| WHAT TO WORK ON |
Your answer should reproduce the full set of records exactly as given.
= = = = =
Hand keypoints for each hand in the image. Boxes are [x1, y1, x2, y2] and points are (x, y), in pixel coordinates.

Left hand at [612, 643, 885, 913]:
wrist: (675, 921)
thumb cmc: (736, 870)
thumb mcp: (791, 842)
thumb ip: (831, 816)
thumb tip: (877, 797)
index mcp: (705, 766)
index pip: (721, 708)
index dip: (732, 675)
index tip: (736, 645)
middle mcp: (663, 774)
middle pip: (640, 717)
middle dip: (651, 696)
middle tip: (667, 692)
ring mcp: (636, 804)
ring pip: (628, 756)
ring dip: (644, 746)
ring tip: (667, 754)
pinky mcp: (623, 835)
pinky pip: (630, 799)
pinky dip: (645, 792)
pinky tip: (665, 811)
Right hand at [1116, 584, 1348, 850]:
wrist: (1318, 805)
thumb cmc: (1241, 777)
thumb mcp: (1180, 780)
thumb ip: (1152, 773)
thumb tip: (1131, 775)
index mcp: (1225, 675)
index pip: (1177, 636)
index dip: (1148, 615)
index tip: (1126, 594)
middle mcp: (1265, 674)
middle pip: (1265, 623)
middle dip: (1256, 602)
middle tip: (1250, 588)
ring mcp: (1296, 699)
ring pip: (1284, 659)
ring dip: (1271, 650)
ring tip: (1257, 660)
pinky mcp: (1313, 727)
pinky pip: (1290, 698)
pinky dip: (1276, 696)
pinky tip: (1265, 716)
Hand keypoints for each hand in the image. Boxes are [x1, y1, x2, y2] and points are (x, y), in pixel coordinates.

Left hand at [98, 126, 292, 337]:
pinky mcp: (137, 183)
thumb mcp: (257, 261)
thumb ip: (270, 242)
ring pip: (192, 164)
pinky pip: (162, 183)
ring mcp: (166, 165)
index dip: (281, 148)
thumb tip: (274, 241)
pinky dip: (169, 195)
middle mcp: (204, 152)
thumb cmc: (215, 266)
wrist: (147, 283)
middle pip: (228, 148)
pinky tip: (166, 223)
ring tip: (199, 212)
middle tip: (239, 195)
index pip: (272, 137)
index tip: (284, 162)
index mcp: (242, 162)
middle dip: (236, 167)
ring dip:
= = = = =
| OUTPUT BELOW |
Hand keypoints for each hand in the image. Boxes are [x1, y1, x2, y2] and points are (x, y), in pixel coordinates.

Left hand at [612, 643, 885, 913]:
wrist: (675, 921)
thumb cmc: (736, 870)
thumb mcp: (791, 842)
thumb ip: (831, 816)
thumb tip: (877, 797)
index mcp: (705, 766)
index pip: (721, 708)
index dip: (732, 675)
index tip: (736, 645)
middle mcp: (663, 774)
middle pip: (640, 717)
middle dip: (651, 696)
middle tip: (667, 692)
ring mcp: (636, 804)
ring pip: (628, 756)
ring dip: (644, 746)
ring tip: (667, 754)
pinky mcp: (623, 835)
pinky pip: (630, 799)
pinky dip: (645, 792)
pinky tip: (665, 811)
Right hand at [1116, 584, 1348, 850]:
wrist: (1318, 805)
thumb cmc: (1241, 777)
thumb mcp: (1180, 780)
thumb ip: (1152, 773)
thumb tip: (1131, 775)
index mcp: (1225, 675)
index pip: (1177, 636)
index dip: (1148, 615)
index tip: (1126, 594)
middle mcp: (1265, 674)
middle pip: (1265, 623)
middle dip: (1256, 602)
middle tip: (1250, 588)
ring mcp: (1296, 699)
ring pip: (1284, 659)
ring dip: (1271, 650)
ring tip: (1257, 660)
pinky mcp: (1313, 727)
pinky pip: (1290, 698)
pinky dip: (1276, 696)
pinky tip: (1265, 716)
Hand keypoints for each hand in the image. Boxes are [x1, y1, x2, y2] and points are (x, y), in pixel coordinates.

Left hand at [98, 126, 292, 337]:
pinky mcp: (137, 183)
thumb mcp: (257, 261)
thumb ip: (270, 242)
ring pip: (192, 164)
pinky pip: (162, 183)
ring mcp: (166, 165)
index dip: (281, 148)
thumb tip: (274, 241)
pinky dip: (169, 195)
middle mcp: (204, 152)
thumb cmc: (215, 266)
wrist: (147, 283)
middle pip: (228, 148)
pinky tip: (166, 223)
ring tip: (199, 212)
middle tip: (239, 195)
index pip: (272, 137)
index tip: (284, 162)
index mcp: (242, 162)
middle dip: (236, 167)
ring dip:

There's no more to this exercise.